Pascal began work on his calculator in 1642, when he was only 19 years old. He had been assisting his father, who worked as a tax commissioner, and sought to produce a device which could reduce some of his workload. By 1652 Pascal had produced fifty prototypes and sold just over a dozen machines, but the cost and complexity of the Pascaline – combined with the fact that it could only add and subtract, and the latter with difficulty – was a barrier to further sales, and production ceased in that year. By that time Pascal had moved on to other pursuits, initially the study of atmospheric pressure, and later philosophy.
The Pascaline was a decimal machine. This proved to be a liability, however, as the contemporary French currency system was not decimal. It was instead similar to the Imperial pounds ("livres"), shillings ("sols") and pence ("deniers") in use in Britain until the 1970s, and necessitated that the user perform further calculations if the Pascaline was to be used for its intended purposes, as a currency calculator.
In 1799 France changed to a metric system, by which time Pascal's basic design had inspired other craftsmen, although with a similar lack of commercial success. Child prodigy Gottfried Wilhelm von Leibniz produced a competing design, the Stepped Reckoner, in 1672 which could perform addition, subtraction, multiplication and division, but calculating machines did not become commercially viable until the early 19th century, when Charles Xavier Thomas de Colmar's Arithmometer, itself based on Von Leibniz's design, was commercially successful [1].
The initial prototype of the Pascaline had only a few dials, whilst later production variants had eight dials, the latter being able to deal with numbers up to 9,999,999.

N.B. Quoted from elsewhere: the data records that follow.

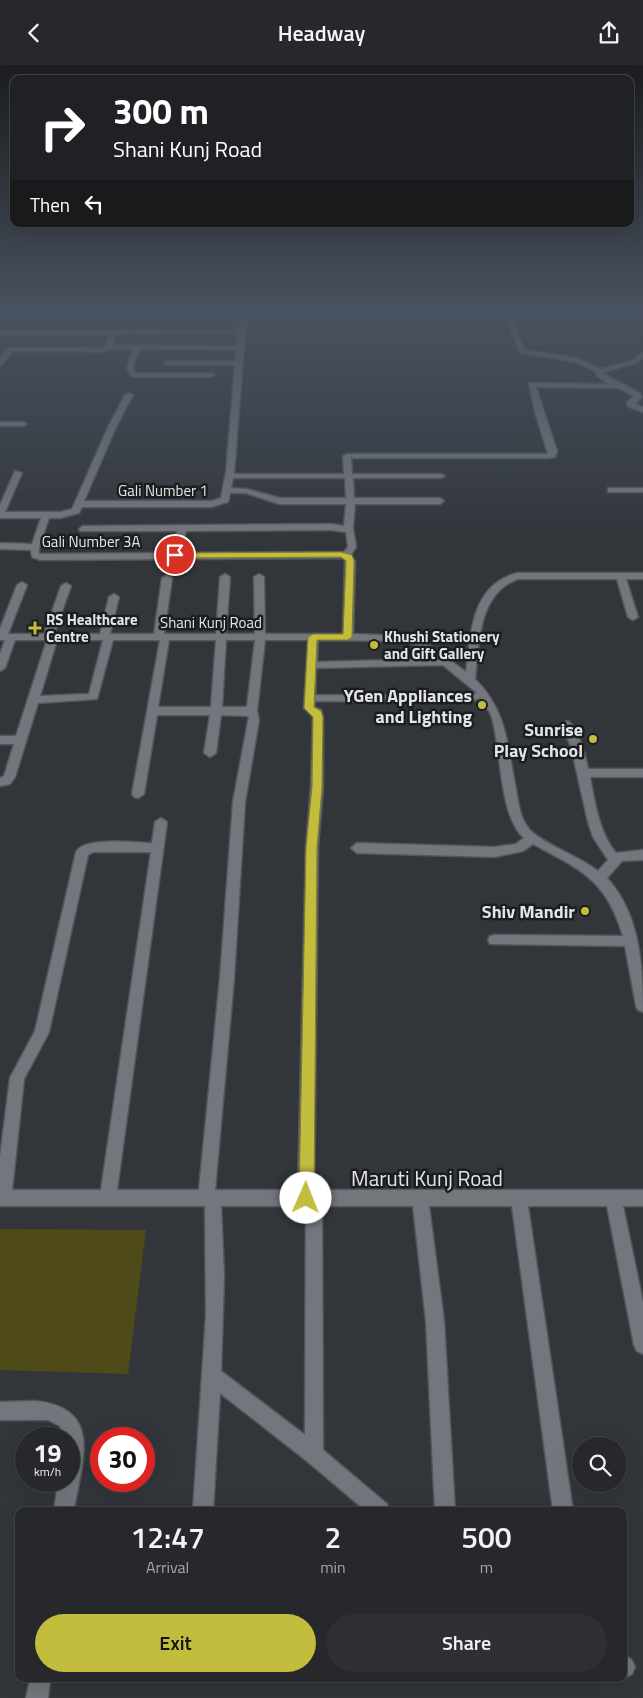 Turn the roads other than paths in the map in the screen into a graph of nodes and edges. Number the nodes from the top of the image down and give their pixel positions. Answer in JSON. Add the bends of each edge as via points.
{"nodes":[{"id":1,"x":237,"y":388,"type":"edge"},
{"id":2,"x":533,"y":388,"type":"edge"},
{"id":3,"x":625,"y":388,"type":"edge"},
{"id":4,"x":640,"y":394,"type":"edge"},
{"id":5,"x":129,"y":395,"type":"dead end"},
{"id":6,"x":643,"y":410,"type":"edge"},
{"id":7,"x":0,"y":424,"type":"edge"},
{"id":8,"x":23,"y":424,"type":"dead end"},
{"id":9,"x":18,"y":473,"type":"dead end"},
{"id":10,"x":229,"y":476,"type":"junction"},
{"id":11,"x":347,"y":476,"type":"junction"},
{"id":12,"x":441,"y":476,"type":"dead end"},
{"id":13,"x":227,"y":490,"type":"junction"},
{"id":14,"x":612,"y":490,"type":"dead end"},
{"id":15,"x":643,"y":491,"type":"edge"},
{"id":16,"x":350,"y":501,"type":"junction"},
{"id":17,"x":440,"y":501,"type":"dead end"},
{"id":18,"x":80,"y":504,"type":"junction"},
{"id":19,"x":0,"y":515,"type":"edge"},
{"id":20,"x":46,"y":515,"type":"junction"},
{"id":21,"x":182,"y":528,"type":"junction"},
{"id":22,"x":83,"y":529,"type":"dead end"},
{"id":23,"x":348,"y":529,"type":"junction"},
{"id":24,"x":0,"y":546,"type":"edge"},
{"id":25,"x":35,"y":547,"type":"junction"},
{"id":26,"x":175,"y":555,"type":"junction"},
{"id":27,"x":347,"y":555,"type":"junction"},
{"id":28,"x":621,"y":576,"type":"junction"},
{"id":29,"x":643,"y":576,"type":"edge"},
{"id":30,"x":225,"y":577,"type":"dead end"},
{"id":31,"x":259,"y":577,"type":"dead end"},
{"id":32,"x":167,"y":578,"type":"dead end"},
{"id":33,"x":22,"y":585,"type":"dead end"},
{"id":34,"x":66,"y":586,"type":"dead end"},
{"id":35,"x":114,"y":597,"type":"dead end"},
{"id":36,"x":633,"y":617,"type":"dead end"},
{"id":37,"x":4,"y":637,"type":"edge"},
{"id":38,"x":51,"y":637,"type":"junction"},
{"id":39,"x":107,"y":637,"type":"junction"},
{"id":40,"x":162,"y":637,"type":"junction"},
{"id":41,"x":222,"y":637,"type":"junction"},
{"id":42,"x":260,"y":637,"type":"junction"},
{"id":43,"x":313,"y":637,"type":"junction"},
{"id":44,"x":348,"y":637,"type":"junction"},
{"id":45,"x":446,"y":662,"type":"junction"},
{"id":46,"x":312,"y":665,"type":"junction"},
{"id":47,"x":0,"y":668,"type":"edge"},
{"id":48,"x":470,"y":680,"type":"junction"},
{"id":49,"x":484,"y":695,"type":"junction"},
{"id":50,"x":310,"y":698,"type":"junction"},
{"id":51,"x":34,"y":700,"type":"junction"},
{"id":52,"x":152,"y":711,"type":"junction"},
{"id":53,"x":216,"y":711,"type":"junction"},
{"id":54,"x":252,"y":712,"type":"junction"},
{"id":55,"x":567,"y":725,"type":"dead end"},
{"id":56,"x":0,"y":740,"type":"edge"},
{"id":57,"x":21,"y":740,"type":"junction"},
{"id":58,"x":210,"y":753,"type":"dead end"},
{"id":59,"x":582,"y":773,"type":"junction"},
{"id":60,"x":643,"y":773,"type":"edge"},
{"id":61,"x":0,"y":783,"type":"edge"},
{"id":62,"x":138,"y":794,"type":"dead end"},
{"id":63,"x":161,"y":822,"type":"dead end"},
{"id":64,"x":532,"y":838,"type":"junction"},
{"id":65,"x":157,"y":848,"type":"junction"},
{"id":66,"x":357,"y":848,"type":"dead end"},
{"id":67,"x":643,"y":855,"type":"edge"},
{"id":68,"x":615,"y":860,"type":"junction"},
{"id":69,"x":599,"y":878,"type":"junction"},
{"id":70,"x":495,"y":940,"type":"dead end"},
{"id":71,"x":629,"y":941,"type":"junction"},
{"id":72,"x":643,"y":1006,"type":"edge"},
{"id":73,"x":108,"y":1197,"type":"junction"},
{"id":74,"x":210,"y":1197,"type":"junction"},
{"id":75,"x":1,"y":1198,"type":"edge"},
{"id":76,"x":310,"y":1198,"type":"junction"},
{"id":77,"x":643,"y":1198,"type":"edge"},
{"id":78,"x":420,"y":1199,"type":"junction"},
{"id":79,"x":614,"y":1199,"type":"junction"},
{"id":80,"x":518,"y":1200,"type":"junction"},
{"id":81,"x":643,"y":1345,"type":"edge"},
{"id":82,"x":213,"y":1376,"type":"junction"},
{"id":83,"x":0,"y":1411,"type":"edge"},
{"id":84,"x":72,"y":1427,"type":"edge"},
{"id":85,"x":314,"y":1454,"type":"junction"},
{"id":86,"x":67,"y":1492,"type":"edge"},
{"id":87,"x":65,"y":1507,"type":"edge"},
{"id":88,"x":203,"y":1507,"type":"edge"},
{"id":89,"x":375,"y":1507,"type":"edge"},
{"id":90,"x":445,"y":1507,"type":"edge"},
{"id":91,"x":562,"y":1507,"type":"edge"},
{"id":92,"x":40,"y":1682,"type":"edge"},
{"id":93,"x":37,"y":1698,"type":"edge"}],
"edges":[{"from":1,"to":10,"type":"street","name":"Gali Number 1"},
{"from":2,"to":11,"type":"street","via":[[552,455],[350,455],[346,457]]},
{"from":3,"to":4,"type":"street"},
{"from":4,"to":6,"type":"street","via":[[630,404]]},
{"from":5,"to":18,"type":"street"},
{"from":7,"to":8,"type":"street"},
{"from":9,"to":19,"type":"street"},
{"from":10,"to":11,"type":"street"},
{"from":10,"to":13,"type":"street","name":"Gali Number 1"},
{"from":11,"to":12,"type":"street"},
{"from":11,"to":16,"type":"street"},
{"from":13,"to":16,"type":"street","via":[[247,491],[279,501]]},
{"from":13,"to":18,"type":"street","name":"Gali Number 1","via":[[225,500],[216,503]]},
{"from":14,"to":15,"type":"street"},
{"from":16,"to":17,"type":"street"},
{"from":16,"to":23,"type":"street"},
{"from":18,"to":20,"type":"street","via":[[72,513]]},
{"from":19,"to":20,"type":"street"},
{"from":20,"to":25,"type":"street","name":"Gali Number 3A"},
{"from":21,"to":22,"type":"street"},
{"from":21,"to":23,"type":"street"},
{"from":21,"to":26,"type":"street"},
{"from":23,"to":27,"type":"street","via":[[352,547]]},
{"from":24,"to":25,"type":"street"},
{"from":25,"to":26,"type":"street","name":"Gali Number 3A","via":[[35,555],[40,557]]},
{"from":26,"to":27,"type":"street","name":"Gali Number 3A"},
{"from":27,"to":44,"type":"street","via":[[350,561]]},
{"from":28,"to":29,"type":"street"},
{"from":28,"to":36,"type":"street"},
{"from":28,"to":48,"type":"street","via":[[517,576],[503,580],[479,612]]},
{"from":30,"to":41,"type":"street"},
{"from":31,"to":42,"type":"street"},
{"from":32,"to":40,"type":"street"},
{"from":33,"to":37,"type":"street"},
{"from":34,"to":38,"type":"street"},
{"from":35,"to":39,"type":"street"},
{"from":37,"to":38,"type":"street","name":"Shani Kunj Road"},
{"from":37,"to":47,"type":"street"},
{"from":38,"to":39,"type":"street","name":"Shani Kunj Road"},
{"from":38,"to":51,"type":"street"},
{"from":39,"to":40,"type":"street","name":"Shani Kunj Road"},
{"from":39,"to":51,"type":"street","via":[[93,697]]},
{"from":40,"to":41,"type":"street","name":"Shani Kunj Road"},
{"from":40,"to":52,"type":"street"},
{"from":41,"to":42,"type":"street","name":"Shani Kunj Road"},
{"from":41,"to":53,"type":"street"},
{"from":42,"to":43,"type":"street","name":"Shani Kunj Road"},
{"from":42,"to":54,"type":"street"},
{"from":43,"to":44,"type":"street","name":"Shani Kunj Road"},
{"from":43,"to":46,"type":"street"},
{"from":44,"to":45,"type":"street","name":"Shani Kunj Road","via":[[406,638],[421,643]]},
{"from":45,"to":46,"type":"street"},
{"from":45,"to":48,"type":"street"},
{"from":46,"to":50,"type":"street"},
{"from":48,"to":49,"type":"street"},
{"from":49,"to":50,"type":"street","via":[[468,699]]},
{"from":49,"to":64,"type":"street","via":[[496,715],[514,811],[524,831]]},
{"from":50,"to":76,"type":"street","via":[[310,709],[318,717],[312,847]]},
{"from":51,"to":57,"type":"street"},
{"from":52,"to":53,"type":"street"},
{"from":52,"to":62,"type":"street"},
{"from":53,"to":54,"type":"street"},
{"from":53,"to":58,"type":"street"},
{"from":54,"to":74,"type":"street","via":[[254,720],[239,802]]},
{"from":55,"to":59,"type":"street","via":[[577,747]]},
{"from":56,"to":57,"type":"street"},
{"from":57,"to":61,"type":"street","via":[[9,777]]},
{"from":59,"to":60,"type":"street"},
{"from":59,"to":68,"type":"street","via":[[604,847]]},
{"from":63,"to":65,"type":"street"},
{"from":64,"to":66,"type":"street","via":[[518,848],[495,852]]},
{"from":64,"to":69,"type":"street"},
{"from":65,"to":73,"type":"street"},
{"from":65,"to":75,"type":"street","via":[[91,847],[82,852],[42,1032],[17,1078]]},
{"from":67,"to":68,"type":"street","via":[[628,855]]},
{"from":68,"to":69,"type":"street"},
{"from":69,"to":71,"type":"street","via":[[616,898]]},
{"from":70,"to":71,"type":"street"},
{"from":71,"to":72,"type":"street"},
{"from":73,"to":74,"type":"street","name":"Maruti Kunj Road"},
{"from":73,"to":75,"type":"street","name":"Maruti Kunj Road"},
{"from":74,"to":76,"type":"street","name":"Maruti Kunj Road"},
{"from":74,"to":82,"type":"street","via":[[216,1301]]},
{"from":76,"to":78,"type":"street","name":"Maruti Kunj Road"},
{"from":76,"to":85,"type":"street"},
{"from":77,"to":79,"type":"street","name":"Maruti Kunj Road"},
{"from":78,"to":80,"type":"street","name":"Maruti Kunj Road"},
{"from":78,"to":90,"type":"street","via":[[435,1321]]},
{"from":79,"to":80,"type":"street","name":"Maruti Kunj Road"},
{"from":79,"to":81,"type":"street"},
{"from":80,"to":91,"type":"street"},
{"from":82,"to":85,"type":"street"},
{"from":82,"to":88,"type":"street"},
{"from":83,"to":84,"type":"street","via":[[52,1411],[66,1418]]},
{"from":85,"to":89,"type":"street"},
{"from":86,"to":87,"type":"street"},
{"from":92,"to":93,"type":"street"}]}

The calculator had metal wheel dials that were turned to the appropriate numbers; the answers appeared in boxes in the top of the calculator. Since the gears of the calculator only rotated in one direction, negative numbers could not be directly summed. To subtract one number from another, the method of nines' complements was used. To help the user, when a number was entered its nines' complement appeared in a box above the box containing the original value entered.